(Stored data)
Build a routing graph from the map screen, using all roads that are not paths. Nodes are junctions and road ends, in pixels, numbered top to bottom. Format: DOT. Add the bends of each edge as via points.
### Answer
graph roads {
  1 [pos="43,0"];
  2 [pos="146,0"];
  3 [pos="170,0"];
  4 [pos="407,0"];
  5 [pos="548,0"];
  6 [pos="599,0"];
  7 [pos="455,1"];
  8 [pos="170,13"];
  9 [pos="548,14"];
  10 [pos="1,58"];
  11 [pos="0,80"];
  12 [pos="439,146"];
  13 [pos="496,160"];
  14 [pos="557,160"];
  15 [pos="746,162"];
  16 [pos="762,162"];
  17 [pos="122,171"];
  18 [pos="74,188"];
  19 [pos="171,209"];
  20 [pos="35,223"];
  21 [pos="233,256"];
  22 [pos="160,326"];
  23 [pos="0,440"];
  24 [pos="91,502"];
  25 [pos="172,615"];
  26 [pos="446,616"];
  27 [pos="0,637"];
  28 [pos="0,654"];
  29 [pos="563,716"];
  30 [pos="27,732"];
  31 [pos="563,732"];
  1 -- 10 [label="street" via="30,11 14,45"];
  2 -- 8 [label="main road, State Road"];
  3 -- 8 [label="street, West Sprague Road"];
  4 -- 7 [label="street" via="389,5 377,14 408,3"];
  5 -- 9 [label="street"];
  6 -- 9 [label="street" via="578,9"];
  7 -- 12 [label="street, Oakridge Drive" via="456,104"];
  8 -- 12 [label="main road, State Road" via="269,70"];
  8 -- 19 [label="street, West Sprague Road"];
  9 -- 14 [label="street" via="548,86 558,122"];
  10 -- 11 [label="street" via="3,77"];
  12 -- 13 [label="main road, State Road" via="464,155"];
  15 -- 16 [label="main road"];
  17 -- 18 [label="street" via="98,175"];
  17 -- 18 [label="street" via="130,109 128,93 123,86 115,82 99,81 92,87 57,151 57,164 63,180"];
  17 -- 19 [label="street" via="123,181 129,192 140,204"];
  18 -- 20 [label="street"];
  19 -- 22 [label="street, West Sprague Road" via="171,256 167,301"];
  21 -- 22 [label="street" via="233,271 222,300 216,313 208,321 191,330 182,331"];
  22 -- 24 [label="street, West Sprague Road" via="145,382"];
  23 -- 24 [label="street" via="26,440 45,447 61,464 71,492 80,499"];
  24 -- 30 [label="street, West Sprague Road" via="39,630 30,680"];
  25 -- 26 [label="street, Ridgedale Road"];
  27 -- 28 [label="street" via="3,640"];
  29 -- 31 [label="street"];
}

* _Your goal_
Go through the entries above and pull out each line with "State" in it.

* _Result_
  2 -- 8 [label="main road, State Road"];
  8 -- 12 [label="main road, State Road" via="269,70"];
  12 -- 13 [label="main road, State Road" via="464,155"];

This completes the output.